### PROBLEM TO SOLVE
Copy each line of the data below with the word "body".

Stored items:
Segment Open
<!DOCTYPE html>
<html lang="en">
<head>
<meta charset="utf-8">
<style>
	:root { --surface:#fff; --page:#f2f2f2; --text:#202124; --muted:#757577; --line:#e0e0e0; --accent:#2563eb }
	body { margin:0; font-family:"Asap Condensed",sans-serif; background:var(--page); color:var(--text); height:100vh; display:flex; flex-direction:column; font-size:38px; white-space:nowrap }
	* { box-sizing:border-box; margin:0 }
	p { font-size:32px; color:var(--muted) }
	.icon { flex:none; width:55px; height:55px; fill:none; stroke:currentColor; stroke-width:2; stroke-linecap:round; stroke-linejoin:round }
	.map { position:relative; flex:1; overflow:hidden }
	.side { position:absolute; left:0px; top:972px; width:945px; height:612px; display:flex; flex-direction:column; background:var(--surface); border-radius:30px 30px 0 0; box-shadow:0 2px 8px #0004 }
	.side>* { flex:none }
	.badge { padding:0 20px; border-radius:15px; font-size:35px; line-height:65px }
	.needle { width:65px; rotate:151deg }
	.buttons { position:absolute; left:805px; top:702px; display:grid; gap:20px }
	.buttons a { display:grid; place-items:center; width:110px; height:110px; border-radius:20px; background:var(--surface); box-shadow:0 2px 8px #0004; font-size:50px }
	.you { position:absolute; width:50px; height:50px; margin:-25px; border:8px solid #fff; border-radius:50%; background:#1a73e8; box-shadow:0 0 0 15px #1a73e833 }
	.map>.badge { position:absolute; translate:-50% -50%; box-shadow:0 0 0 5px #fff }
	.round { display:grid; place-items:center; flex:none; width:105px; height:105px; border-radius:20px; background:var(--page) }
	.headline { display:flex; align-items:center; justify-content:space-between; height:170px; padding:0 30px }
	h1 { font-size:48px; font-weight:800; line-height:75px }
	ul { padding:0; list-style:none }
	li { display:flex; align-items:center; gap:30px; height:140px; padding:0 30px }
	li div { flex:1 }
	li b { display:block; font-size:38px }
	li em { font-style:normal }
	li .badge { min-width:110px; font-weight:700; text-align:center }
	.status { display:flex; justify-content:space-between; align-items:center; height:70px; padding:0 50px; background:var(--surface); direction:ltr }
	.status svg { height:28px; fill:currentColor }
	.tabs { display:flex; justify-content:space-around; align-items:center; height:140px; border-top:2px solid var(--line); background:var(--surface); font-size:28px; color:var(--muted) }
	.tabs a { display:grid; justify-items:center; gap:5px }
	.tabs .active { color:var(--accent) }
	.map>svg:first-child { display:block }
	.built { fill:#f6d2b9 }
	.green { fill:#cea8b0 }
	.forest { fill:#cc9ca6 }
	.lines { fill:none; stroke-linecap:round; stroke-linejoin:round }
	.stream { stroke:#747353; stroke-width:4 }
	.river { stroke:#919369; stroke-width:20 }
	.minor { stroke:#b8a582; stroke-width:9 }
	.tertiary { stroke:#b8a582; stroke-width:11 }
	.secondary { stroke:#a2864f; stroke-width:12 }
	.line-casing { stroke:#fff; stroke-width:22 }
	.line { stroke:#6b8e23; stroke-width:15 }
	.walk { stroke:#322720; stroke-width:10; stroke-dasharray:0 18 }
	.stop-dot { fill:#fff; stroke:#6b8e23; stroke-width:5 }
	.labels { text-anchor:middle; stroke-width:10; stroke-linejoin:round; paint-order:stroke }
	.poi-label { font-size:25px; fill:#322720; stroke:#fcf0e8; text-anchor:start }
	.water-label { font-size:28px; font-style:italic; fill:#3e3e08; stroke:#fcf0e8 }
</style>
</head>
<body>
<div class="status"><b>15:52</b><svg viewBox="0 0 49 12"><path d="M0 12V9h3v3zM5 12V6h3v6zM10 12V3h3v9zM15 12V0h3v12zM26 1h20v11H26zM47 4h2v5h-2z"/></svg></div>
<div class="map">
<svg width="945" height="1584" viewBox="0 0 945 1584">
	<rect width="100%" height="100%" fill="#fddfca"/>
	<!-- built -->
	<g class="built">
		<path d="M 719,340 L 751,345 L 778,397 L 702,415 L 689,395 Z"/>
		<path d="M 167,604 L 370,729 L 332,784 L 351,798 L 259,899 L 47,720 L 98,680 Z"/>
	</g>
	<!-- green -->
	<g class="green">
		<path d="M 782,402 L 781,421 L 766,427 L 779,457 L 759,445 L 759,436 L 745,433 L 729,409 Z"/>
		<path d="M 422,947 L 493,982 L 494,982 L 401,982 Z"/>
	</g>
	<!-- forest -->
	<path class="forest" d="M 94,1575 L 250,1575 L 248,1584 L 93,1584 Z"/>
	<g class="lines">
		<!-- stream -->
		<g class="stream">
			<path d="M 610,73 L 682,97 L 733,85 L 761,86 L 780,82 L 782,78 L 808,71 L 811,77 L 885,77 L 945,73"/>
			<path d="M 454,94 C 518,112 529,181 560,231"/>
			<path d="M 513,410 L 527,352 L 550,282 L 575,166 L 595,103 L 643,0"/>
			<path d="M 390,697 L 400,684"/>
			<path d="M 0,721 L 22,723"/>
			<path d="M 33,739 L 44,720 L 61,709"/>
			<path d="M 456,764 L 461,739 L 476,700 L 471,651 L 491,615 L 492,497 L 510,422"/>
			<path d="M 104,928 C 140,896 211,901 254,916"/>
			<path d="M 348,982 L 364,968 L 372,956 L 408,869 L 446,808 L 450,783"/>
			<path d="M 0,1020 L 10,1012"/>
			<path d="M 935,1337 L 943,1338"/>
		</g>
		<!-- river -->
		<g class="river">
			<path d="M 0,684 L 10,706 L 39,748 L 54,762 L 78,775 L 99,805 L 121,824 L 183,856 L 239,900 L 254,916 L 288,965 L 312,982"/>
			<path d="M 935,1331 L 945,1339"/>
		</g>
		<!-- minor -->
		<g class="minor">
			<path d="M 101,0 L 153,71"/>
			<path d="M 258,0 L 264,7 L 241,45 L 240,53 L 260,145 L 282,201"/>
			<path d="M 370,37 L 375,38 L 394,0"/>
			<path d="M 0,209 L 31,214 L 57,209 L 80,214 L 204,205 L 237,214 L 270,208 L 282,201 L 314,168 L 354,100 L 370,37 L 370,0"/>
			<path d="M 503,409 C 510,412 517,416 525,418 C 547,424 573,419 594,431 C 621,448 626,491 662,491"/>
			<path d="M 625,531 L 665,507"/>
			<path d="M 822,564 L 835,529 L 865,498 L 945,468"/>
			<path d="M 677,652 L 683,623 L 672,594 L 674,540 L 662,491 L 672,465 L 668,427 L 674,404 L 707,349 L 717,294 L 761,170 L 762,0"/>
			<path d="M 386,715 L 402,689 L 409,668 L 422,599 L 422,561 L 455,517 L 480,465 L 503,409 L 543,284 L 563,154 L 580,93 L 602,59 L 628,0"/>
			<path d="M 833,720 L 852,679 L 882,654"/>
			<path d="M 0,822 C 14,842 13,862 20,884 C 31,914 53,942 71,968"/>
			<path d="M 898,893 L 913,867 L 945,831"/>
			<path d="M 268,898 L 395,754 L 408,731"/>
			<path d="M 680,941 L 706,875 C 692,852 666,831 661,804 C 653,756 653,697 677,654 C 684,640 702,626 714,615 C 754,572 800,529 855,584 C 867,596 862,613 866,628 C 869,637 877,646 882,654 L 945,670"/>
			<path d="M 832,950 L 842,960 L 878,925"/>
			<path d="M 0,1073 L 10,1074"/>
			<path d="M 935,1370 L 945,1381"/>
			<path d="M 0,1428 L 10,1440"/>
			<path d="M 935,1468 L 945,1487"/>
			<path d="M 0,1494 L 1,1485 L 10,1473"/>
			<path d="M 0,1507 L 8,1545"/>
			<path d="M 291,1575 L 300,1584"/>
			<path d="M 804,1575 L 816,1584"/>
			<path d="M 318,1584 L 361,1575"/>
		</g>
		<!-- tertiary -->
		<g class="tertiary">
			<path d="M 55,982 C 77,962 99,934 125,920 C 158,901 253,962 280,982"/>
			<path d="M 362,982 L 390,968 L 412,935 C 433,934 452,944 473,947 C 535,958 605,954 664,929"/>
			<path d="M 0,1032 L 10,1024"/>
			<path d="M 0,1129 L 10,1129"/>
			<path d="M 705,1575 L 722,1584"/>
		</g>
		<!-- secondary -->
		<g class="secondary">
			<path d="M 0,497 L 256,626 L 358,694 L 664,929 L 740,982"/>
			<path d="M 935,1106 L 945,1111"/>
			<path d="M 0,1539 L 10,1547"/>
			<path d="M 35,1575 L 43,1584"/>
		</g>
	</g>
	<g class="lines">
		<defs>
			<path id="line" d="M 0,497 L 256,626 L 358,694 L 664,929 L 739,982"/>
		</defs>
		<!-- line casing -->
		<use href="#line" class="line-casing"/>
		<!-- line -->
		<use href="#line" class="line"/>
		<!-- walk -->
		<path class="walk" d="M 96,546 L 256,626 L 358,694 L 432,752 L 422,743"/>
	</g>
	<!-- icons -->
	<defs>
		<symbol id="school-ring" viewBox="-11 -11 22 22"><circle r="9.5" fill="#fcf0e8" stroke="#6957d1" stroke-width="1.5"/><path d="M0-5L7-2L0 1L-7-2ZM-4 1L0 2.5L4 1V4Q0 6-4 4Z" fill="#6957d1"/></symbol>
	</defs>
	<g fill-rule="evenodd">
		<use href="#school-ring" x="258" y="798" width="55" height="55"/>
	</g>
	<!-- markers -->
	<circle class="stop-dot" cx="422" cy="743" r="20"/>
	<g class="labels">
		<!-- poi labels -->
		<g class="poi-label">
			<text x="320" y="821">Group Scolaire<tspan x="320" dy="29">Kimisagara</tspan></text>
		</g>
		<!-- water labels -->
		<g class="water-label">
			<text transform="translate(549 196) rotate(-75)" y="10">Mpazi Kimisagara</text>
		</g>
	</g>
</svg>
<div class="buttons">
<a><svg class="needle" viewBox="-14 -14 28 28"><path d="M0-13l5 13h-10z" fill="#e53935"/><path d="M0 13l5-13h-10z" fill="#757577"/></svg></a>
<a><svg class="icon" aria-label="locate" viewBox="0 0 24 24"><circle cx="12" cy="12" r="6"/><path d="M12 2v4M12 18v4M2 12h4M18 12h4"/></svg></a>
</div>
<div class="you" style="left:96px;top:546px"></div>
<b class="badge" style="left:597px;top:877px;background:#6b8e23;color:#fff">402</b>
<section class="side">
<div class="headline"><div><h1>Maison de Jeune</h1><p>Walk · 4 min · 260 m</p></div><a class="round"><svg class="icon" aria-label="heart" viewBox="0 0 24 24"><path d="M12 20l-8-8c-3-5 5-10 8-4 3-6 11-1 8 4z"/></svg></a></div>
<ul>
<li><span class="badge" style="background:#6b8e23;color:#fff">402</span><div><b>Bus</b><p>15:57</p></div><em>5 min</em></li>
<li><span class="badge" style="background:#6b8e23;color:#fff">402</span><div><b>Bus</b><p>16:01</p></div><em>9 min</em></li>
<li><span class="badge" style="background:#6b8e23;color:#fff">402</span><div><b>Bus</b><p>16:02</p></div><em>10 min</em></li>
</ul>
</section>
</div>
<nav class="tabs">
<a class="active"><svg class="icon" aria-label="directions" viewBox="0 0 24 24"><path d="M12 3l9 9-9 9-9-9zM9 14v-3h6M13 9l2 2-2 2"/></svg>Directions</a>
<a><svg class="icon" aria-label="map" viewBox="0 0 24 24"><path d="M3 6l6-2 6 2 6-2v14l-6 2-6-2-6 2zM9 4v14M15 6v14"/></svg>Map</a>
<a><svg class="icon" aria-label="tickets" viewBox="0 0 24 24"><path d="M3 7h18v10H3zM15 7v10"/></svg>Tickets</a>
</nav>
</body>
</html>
Segment Closed
### WRITTEN RESPONSE
	body { margin:0; font-family:"Asap Condensed",sans-serif; background:var(--page); color:var(--text); height:100vh; display:flex; flex-direction:column; font-size:38px; white-space:nowrap }
<body>
</body>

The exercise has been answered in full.